▶ TASK BRIEF
Leave out the pictures and reproduce all of the data exactly.

-------- THE INPUT

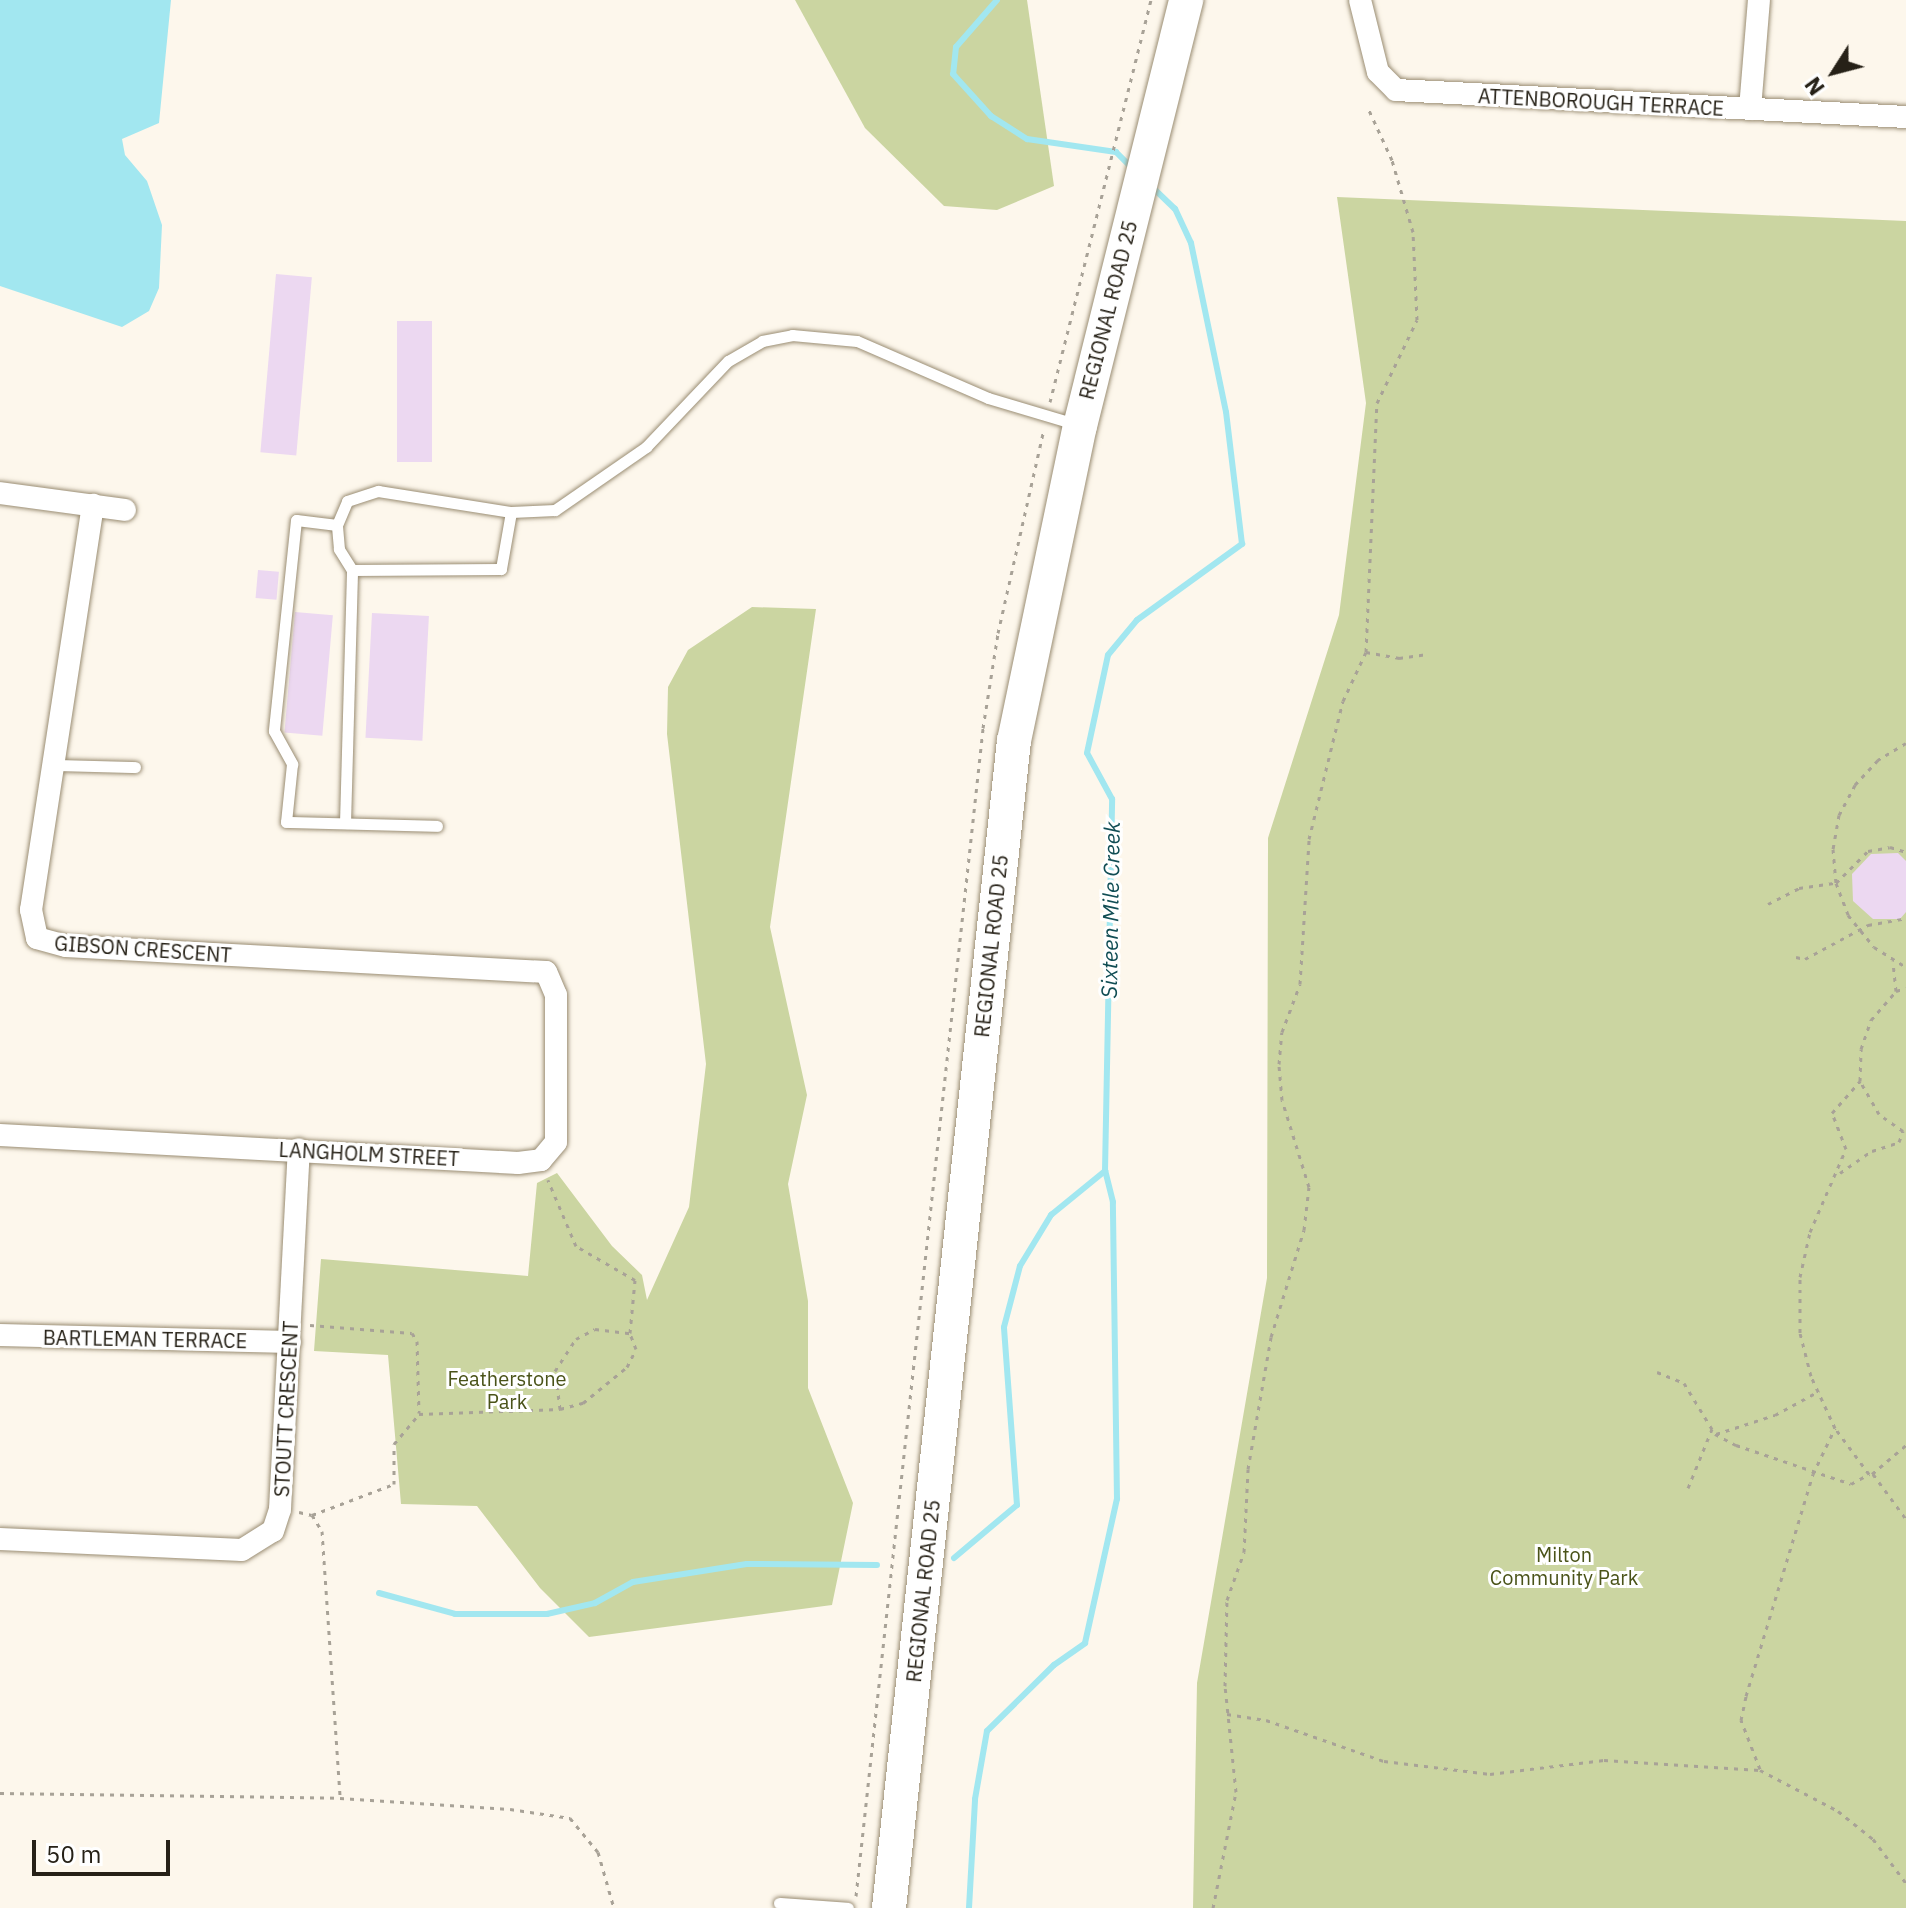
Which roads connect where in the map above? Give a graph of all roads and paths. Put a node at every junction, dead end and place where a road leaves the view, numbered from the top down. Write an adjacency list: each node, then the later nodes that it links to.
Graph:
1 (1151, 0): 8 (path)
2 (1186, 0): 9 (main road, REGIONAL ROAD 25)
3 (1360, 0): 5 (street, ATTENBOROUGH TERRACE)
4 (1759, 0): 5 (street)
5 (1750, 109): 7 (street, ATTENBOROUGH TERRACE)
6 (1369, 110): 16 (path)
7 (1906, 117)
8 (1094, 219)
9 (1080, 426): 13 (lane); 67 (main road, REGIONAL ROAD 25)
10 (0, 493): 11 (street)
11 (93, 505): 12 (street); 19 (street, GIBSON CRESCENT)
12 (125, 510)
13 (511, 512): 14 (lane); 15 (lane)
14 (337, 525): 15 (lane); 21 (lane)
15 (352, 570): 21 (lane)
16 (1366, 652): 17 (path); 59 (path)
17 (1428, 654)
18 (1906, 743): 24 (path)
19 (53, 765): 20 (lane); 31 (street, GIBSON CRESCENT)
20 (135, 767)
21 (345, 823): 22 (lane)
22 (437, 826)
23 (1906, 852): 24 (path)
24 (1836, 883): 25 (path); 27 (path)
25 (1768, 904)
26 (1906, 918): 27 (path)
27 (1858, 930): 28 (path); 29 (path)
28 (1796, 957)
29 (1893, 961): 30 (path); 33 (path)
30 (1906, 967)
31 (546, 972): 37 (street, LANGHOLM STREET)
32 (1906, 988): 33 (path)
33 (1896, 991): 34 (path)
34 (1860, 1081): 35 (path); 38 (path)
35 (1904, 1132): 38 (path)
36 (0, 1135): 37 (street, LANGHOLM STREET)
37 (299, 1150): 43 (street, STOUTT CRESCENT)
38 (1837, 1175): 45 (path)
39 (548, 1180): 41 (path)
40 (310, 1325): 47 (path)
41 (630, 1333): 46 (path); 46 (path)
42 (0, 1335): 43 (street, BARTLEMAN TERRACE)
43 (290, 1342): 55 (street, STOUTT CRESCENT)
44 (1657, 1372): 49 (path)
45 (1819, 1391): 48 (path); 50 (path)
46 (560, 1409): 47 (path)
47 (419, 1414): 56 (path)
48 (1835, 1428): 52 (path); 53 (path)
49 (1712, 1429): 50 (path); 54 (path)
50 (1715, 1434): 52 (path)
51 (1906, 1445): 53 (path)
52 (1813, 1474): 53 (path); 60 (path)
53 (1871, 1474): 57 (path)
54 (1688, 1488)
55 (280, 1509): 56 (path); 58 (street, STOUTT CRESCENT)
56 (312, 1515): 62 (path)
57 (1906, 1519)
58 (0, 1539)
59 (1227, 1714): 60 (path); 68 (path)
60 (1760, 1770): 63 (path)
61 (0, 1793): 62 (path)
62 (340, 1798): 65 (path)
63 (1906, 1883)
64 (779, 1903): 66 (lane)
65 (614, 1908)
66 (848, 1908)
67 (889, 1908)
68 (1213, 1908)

----------------

▶ RESULT OF THE TASK
Which roads connect where in the map above? Give a graph of all roads and paths. Put a node at every junction, dead end and place where a road leaves the view, numbered from the top down. Write an adjacency list: each node, then the later nodes that it links to.
Graph:
1 (1151, 0): 8 (path)
2 (1186, 0): 9 (main road, REGIONAL ROAD 25)
3 (1360, 0): 5 (street, ATTENBOROUGH TERRACE)
4 (1759, 0): 5 (street)
5 (1750, 109): 7 (street, ATTENBOROUGH TERRACE)
6 (1369, 110): 16 (path)
7 (1906, 117)
8 (1094, 219)
9 (1080, 426): 13 (lane); 67 (main road, REGIONAL ROAD 25)
10 (0, 493): 11 (street)
11 (93, 505): 12 (street); 19 (street, GIBSON CRESCENT)
12 (125, 510)
13 (511, 512): 14 (lane); 15 (lane)
14 (337, 525): 15 (lane); 21 (lane)
15 (352, 570): 21 (lane)
16 (1366, 652): 17 (path); 59 (path)
17 (1428, 654)
18 (1906, 743): 24 (path)
19 (53, 765): 20 (lane); 31 (street, GIBSON CRESCENT)
20 (135, 767)
21 (345, 823): 22 (lane)
22 (437, 826)
23 (1906, 852): 24 (path)
24 (1836, 883): 25 (path); 27 (path)
25 (1768, 904)
26 (1906, 918): 27 (path)
27 (1858, 930): 28 (path); 29 (path)
28 (1796, 957)
29 (1893, 961): 30 (path); 33 (path)
30 (1906, 967)
31 (546, 972): 37 (street, LANGHOLM STREET)
32 (1906, 988): 33 (path)
33 (1896, 991): 34 (path)
34 (1860, 1081): 35 (path); 38 (path)
35 (1904, 1132): 38 (path)
36 (0, 1135): 37 (street, LANGHOLM STREET)
37 (299, 1150): 43 (street, STOUTT CRESCENT)
38 (1837, 1175): 45 (path)
39 (548, 1180): 41 (path)
40 (310, 1325): 47 (path)
41 (630, 1333): 46 (path); 46 (path)
42 (0, 1335): 43 (street, BARTLEMAN TERRACE)
43 (290, 1342): 55 (street, STOUTT CRESCENT)
44 (1657, 1372): 49 (path)
45 (1819, 1391): 48 (path); 50 (path)
46 (560, 1409): 47 (path)
47 (419, 1414): 56 (path)
48 (1835, 1428): 52 (path); 53 (path)
49 (1712, 1429): 50 (path); 54 (path)
50 (1715, 1434): 52 (path)
51 (1906, 1445): 53 (path)
52 (1813, 1474): 53 (path); 60 (path)
53 (1871, 1474): 57 (path)
54 (1688, 1488)
55 (280, 1509): 56 (path); 58 (street, STOUTT CRESCENT)
56 (312, 1515): 62 (path)
57 (1906, 1519)
58 (0, 1539)
59 (1227, 1714): 60 (path); 68 (path)
60 (1760, 1770): 63 (path)
61 (0, 1793): 62 (path)
62 (340, 1798): 65 (path)
63 (1906, 1883)
64 (779, 1903): 66 (lane)
65 (614, 1908)
66 (848, 1908)
67 (889, 1908)
68 (1213, 1908)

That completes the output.